__WORK INSTRUCTIONS__
Answer with a number only: how many lines of the entries below contain the word "road"?

__GIVEN RECORDS__

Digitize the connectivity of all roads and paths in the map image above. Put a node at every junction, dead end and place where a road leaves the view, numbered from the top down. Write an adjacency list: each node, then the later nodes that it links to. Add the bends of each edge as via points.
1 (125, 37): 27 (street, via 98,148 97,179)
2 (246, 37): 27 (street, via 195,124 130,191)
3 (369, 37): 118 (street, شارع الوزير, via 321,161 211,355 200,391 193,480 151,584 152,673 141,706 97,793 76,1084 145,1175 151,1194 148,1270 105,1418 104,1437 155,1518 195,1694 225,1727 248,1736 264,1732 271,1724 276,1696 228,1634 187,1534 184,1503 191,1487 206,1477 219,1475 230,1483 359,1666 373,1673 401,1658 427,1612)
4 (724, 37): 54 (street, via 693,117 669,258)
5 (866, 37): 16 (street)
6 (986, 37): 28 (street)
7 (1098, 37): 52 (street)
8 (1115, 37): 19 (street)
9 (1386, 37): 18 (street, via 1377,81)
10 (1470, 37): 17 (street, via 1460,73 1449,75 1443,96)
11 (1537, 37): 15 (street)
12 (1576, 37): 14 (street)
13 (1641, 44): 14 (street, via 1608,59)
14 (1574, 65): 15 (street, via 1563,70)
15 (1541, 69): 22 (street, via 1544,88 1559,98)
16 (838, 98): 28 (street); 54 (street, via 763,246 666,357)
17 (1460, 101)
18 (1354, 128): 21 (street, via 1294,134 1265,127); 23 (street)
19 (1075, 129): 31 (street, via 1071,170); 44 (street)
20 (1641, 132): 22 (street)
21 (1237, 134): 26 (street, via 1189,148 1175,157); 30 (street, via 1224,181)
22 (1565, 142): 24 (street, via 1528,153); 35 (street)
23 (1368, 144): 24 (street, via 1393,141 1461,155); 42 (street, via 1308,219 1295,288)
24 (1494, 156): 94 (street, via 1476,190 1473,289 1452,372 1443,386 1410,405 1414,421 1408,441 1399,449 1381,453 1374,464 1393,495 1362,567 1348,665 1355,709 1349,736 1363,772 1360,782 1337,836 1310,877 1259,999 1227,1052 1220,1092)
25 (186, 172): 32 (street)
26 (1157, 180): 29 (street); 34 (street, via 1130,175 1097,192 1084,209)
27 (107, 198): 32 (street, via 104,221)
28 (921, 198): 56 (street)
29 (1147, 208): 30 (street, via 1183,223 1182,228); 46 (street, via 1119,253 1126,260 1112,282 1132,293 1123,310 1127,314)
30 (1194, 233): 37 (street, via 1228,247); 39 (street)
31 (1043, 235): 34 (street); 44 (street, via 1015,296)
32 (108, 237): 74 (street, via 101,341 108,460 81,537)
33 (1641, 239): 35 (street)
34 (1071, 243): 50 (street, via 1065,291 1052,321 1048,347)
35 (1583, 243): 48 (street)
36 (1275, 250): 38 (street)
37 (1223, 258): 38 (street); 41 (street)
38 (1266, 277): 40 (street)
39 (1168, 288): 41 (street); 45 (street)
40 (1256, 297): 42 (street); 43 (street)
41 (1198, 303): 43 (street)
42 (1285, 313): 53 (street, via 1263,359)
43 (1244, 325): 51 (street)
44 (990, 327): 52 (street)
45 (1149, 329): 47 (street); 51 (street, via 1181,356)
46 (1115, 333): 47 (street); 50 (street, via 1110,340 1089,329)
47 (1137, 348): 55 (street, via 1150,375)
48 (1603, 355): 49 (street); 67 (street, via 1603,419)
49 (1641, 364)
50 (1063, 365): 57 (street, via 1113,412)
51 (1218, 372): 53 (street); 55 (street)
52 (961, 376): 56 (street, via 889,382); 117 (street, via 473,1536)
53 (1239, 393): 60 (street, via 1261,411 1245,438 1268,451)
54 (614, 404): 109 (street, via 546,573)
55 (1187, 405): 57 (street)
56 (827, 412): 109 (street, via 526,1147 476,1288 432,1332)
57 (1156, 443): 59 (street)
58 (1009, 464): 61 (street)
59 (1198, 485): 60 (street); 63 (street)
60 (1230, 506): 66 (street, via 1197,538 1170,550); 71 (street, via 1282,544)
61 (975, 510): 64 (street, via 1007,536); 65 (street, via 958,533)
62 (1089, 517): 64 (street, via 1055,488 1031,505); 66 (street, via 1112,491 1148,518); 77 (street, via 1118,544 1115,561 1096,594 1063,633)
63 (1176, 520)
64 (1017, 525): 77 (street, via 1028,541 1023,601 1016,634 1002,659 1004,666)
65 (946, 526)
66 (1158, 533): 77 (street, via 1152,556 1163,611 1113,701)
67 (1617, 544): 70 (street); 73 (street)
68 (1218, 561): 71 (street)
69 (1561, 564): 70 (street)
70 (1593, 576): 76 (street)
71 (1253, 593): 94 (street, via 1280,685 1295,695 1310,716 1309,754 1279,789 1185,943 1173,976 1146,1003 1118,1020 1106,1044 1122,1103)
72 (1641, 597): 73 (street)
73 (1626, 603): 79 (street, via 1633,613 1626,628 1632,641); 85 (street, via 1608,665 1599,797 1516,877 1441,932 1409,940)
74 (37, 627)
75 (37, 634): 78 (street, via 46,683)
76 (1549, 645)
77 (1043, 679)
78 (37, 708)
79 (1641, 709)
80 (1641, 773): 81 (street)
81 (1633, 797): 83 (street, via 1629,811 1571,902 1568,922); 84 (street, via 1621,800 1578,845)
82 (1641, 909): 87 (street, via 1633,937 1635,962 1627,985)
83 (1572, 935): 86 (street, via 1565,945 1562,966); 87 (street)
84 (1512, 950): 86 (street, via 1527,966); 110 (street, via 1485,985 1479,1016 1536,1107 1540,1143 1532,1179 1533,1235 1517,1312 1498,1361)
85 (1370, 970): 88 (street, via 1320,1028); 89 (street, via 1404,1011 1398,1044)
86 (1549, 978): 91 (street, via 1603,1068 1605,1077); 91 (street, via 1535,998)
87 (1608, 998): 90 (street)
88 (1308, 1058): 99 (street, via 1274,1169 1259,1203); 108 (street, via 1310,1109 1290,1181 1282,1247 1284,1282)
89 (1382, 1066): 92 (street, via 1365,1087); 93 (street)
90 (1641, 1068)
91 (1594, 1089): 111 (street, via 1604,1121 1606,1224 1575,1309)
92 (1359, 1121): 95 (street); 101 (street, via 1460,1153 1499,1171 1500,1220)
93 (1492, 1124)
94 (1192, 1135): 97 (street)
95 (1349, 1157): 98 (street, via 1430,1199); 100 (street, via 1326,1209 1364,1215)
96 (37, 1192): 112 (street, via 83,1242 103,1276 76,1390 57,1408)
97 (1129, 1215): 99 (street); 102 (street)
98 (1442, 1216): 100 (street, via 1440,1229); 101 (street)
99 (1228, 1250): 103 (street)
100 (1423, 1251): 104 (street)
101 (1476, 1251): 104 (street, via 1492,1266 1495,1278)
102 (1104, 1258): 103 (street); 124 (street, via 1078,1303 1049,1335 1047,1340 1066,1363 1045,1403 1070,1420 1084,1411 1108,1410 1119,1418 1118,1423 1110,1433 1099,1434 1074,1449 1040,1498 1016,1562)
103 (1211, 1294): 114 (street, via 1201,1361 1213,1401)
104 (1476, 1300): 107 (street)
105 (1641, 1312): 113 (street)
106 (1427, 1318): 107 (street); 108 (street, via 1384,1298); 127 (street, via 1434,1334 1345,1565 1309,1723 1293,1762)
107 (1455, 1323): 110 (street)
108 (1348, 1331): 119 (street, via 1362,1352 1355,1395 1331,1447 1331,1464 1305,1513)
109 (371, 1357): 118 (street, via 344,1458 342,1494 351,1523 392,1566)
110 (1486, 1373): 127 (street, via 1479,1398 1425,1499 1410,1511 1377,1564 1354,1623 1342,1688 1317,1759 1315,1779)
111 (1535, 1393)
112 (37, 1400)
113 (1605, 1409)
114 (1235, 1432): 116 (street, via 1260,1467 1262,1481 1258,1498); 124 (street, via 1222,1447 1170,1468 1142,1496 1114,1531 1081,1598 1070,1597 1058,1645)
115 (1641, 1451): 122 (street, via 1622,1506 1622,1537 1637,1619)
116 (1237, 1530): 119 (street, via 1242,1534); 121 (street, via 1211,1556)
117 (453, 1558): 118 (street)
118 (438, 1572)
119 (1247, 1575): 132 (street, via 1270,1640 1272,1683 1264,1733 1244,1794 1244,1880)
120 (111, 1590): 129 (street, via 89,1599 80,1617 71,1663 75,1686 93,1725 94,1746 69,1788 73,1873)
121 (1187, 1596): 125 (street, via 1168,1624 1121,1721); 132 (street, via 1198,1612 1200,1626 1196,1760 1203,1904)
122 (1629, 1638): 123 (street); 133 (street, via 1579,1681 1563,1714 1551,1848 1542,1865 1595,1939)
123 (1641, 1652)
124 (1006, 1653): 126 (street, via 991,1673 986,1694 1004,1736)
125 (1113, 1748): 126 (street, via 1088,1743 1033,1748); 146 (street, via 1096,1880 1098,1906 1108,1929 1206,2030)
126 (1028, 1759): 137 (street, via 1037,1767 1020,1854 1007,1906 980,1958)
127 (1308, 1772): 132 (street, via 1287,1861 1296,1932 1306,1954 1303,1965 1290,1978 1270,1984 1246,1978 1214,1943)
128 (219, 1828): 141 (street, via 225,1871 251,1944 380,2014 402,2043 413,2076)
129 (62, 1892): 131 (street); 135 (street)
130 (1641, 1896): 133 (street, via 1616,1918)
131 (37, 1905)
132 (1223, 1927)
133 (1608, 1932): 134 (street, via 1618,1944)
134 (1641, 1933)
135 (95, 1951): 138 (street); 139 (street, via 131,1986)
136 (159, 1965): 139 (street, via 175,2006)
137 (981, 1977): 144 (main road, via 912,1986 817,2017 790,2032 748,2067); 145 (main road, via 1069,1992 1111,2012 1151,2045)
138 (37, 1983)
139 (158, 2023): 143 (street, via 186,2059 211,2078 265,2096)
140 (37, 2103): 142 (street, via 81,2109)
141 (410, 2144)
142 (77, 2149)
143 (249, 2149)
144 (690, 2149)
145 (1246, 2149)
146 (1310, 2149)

__EXPECTED OUTPUT__
2